If branches are "temporary tags" how do I see the actual code they had working
in their branch before they merged it?

I'm reading about rebase, and it sounds like something I would want to forever
disallow on my git repository, because it looks like it rewrites history and
makes it impossible to get to the state of the tree they actually had working
before the merge. However, something you say below both clarifies and confuses
this.

Am I understanding this wrong?

> The end result is that even if you delete the source branch after
> doing a merge, nothing is actually lost.

..and what if you never merge? That branch-pointer points to useful information
about a development attempt, but it was never merged. (imagine a different
development path was taken) They never created a tag because it's not clear
when that work was "done" (unlike a release, which is much more well
understood). What prevents someone from deleting the branch-pointer or moving
it to a different part of the tree, causing that set of changes to be a
dangling ref lost in a sea of refs. Later when someone goes back looking for
it, how would they ever find it in a sea of tens of thousands of checkins?

> Thus, there's no reason for git to try to make branches impossible
> to lose, as they are in svn.

Before I set the GC times to "100 years", there was a HUGE reason for git to
make those branch-pointers impossible to lose, because by default if you lose
them git actually garbage collects them and throws the diffs away after 90
days!

> Another way to think of it is that svn's concept of a "branch" is
> actually the "reflog" in git. (svn records which data a particular
> branch name points to over time, just like git's reflog does.) git
> branches are something else entirely; a git branch always points at
> only a single commit, and has no history of its own.

That's sort of helpful, and sort of confusing. I think of git's branches as
"branch pointers to the head of a linked-list of states of the tree".

As long as you keep those refs without deleting them, and you keep that branch
pointer to the head, you can walk back through the history of that branch. If
multiple developers are working in the branch (and not using rebase, and not
garbage collecting), can't you even go track down the working state of their
local clients while they were working before they merged?

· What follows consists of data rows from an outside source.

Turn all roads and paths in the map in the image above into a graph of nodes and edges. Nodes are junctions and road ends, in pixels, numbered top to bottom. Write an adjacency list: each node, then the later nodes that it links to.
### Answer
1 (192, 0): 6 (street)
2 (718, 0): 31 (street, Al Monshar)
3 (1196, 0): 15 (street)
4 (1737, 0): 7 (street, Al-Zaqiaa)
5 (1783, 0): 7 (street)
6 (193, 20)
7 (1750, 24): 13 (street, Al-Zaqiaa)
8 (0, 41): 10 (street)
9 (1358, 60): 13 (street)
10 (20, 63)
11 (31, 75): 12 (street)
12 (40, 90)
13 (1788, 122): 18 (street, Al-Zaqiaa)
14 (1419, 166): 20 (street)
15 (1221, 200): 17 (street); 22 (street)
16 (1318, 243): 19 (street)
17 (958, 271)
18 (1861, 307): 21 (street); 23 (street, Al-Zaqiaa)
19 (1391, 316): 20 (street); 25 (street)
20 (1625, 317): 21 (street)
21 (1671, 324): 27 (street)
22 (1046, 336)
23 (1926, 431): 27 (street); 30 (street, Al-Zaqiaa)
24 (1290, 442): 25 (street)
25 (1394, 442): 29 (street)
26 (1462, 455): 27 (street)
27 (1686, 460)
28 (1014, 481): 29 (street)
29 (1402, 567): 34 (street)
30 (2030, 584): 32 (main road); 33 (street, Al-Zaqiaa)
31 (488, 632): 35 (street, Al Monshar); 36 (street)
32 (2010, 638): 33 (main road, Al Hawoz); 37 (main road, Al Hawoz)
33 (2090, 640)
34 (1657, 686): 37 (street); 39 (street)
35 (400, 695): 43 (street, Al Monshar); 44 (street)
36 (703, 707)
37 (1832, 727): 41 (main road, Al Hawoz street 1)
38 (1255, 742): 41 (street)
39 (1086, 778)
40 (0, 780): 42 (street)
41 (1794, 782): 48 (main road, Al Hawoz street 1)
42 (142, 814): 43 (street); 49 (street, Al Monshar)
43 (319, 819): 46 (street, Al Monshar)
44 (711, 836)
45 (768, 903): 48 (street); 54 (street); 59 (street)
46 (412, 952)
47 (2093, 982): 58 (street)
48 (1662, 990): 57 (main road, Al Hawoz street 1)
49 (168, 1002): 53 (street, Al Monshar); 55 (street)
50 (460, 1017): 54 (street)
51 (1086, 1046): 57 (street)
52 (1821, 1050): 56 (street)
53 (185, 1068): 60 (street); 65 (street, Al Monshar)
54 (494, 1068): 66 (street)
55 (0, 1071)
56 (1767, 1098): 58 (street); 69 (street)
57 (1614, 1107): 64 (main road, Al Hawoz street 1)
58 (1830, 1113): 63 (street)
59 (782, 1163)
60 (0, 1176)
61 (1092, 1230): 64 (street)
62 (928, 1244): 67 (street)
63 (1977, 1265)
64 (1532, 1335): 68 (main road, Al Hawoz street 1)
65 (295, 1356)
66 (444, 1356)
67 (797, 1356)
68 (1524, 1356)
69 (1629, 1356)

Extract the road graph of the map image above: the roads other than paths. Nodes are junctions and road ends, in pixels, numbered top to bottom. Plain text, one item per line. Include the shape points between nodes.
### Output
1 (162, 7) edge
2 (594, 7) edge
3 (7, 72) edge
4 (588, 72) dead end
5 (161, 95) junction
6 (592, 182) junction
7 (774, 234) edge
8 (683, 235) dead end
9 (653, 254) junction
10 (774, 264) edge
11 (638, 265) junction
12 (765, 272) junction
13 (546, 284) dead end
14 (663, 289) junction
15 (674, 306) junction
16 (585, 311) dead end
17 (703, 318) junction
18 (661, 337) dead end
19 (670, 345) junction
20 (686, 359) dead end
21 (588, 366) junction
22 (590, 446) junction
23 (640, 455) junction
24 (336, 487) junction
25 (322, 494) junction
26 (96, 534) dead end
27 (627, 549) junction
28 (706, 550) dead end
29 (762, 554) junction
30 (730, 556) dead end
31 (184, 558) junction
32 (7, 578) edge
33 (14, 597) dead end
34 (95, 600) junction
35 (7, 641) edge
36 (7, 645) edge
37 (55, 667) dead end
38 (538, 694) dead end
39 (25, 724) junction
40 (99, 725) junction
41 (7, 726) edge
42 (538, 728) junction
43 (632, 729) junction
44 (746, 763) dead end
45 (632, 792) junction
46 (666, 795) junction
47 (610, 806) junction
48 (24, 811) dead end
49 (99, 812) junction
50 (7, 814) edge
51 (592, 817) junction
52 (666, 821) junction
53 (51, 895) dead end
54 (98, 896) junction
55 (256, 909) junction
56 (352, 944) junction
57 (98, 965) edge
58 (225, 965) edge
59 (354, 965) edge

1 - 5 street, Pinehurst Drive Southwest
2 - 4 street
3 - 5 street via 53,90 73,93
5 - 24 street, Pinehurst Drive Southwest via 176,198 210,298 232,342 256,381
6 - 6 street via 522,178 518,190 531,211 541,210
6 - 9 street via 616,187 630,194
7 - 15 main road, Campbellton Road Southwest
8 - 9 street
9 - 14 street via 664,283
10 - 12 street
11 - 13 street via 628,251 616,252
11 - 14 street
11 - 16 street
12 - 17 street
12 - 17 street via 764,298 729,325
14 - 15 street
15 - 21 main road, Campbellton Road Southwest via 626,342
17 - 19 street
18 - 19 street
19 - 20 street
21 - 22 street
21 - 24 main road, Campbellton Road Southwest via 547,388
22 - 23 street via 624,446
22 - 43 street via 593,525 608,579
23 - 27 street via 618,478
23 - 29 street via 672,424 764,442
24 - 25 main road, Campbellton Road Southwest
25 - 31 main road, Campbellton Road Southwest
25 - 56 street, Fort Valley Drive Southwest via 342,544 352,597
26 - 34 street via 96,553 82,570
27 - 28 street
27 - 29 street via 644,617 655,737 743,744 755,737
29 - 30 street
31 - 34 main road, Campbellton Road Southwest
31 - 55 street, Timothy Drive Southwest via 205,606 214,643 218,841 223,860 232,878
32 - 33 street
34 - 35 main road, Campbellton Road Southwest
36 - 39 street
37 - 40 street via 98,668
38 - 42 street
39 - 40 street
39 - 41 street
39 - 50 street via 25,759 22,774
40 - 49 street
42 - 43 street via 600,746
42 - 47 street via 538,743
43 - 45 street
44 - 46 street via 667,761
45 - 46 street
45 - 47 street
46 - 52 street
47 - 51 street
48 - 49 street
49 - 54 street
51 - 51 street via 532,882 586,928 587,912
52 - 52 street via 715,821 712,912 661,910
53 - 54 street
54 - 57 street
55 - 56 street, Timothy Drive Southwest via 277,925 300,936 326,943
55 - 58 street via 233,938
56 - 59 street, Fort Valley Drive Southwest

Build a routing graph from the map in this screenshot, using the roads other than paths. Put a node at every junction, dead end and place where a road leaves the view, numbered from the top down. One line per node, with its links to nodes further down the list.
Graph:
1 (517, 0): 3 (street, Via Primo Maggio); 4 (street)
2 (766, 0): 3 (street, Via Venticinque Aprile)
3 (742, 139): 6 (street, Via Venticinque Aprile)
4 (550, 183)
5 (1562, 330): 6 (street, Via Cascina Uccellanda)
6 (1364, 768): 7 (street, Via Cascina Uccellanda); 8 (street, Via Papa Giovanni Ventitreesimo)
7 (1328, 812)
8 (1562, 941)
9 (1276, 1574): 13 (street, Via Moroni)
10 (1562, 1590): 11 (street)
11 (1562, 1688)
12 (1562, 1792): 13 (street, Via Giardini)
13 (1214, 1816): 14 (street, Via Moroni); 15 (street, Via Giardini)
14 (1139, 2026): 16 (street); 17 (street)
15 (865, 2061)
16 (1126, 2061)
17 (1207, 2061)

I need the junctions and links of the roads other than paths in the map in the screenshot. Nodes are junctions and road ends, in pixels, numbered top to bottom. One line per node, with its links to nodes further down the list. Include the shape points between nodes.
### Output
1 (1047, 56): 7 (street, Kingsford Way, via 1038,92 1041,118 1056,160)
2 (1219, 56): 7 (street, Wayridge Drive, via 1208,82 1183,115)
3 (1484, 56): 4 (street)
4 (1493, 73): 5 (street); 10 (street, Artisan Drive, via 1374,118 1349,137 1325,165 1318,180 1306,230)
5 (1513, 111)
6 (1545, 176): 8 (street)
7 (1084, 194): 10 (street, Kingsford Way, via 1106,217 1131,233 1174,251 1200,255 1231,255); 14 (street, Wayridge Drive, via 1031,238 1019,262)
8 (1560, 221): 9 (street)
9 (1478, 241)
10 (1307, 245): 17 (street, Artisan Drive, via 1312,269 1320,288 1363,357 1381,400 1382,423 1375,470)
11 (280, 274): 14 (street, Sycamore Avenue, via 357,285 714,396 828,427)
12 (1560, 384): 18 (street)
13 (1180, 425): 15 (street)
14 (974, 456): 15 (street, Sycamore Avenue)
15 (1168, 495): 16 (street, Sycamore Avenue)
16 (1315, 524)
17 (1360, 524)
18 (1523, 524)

If I'm understanding all that right, it's exactly the kind of functionality I
want -- the ability to reproduce the state of all working history, exactly as
it was when the code was actually working in someone's client a long time ago,
before they merged it to the mainline. Except the standard model seems to be to
let the system "garbage collect" all that history, and toss it away as
unimportant -- and in some cases it seems to even provide developers with ways
to more aggressively assure garbage collection makes it disappear.

Am I expecting too much out of git? It doesn't really feel like a source
control system for an organization that wants to save everything, forever, even
when those people and trees and home directories disappear. It feels like a
distributed patch manager that is much more automatic than sending around
diffs, but isn't overly concerned with providing access to old history. (which,
duh, is no surprise given that's what I expect it's doing for linux kernel)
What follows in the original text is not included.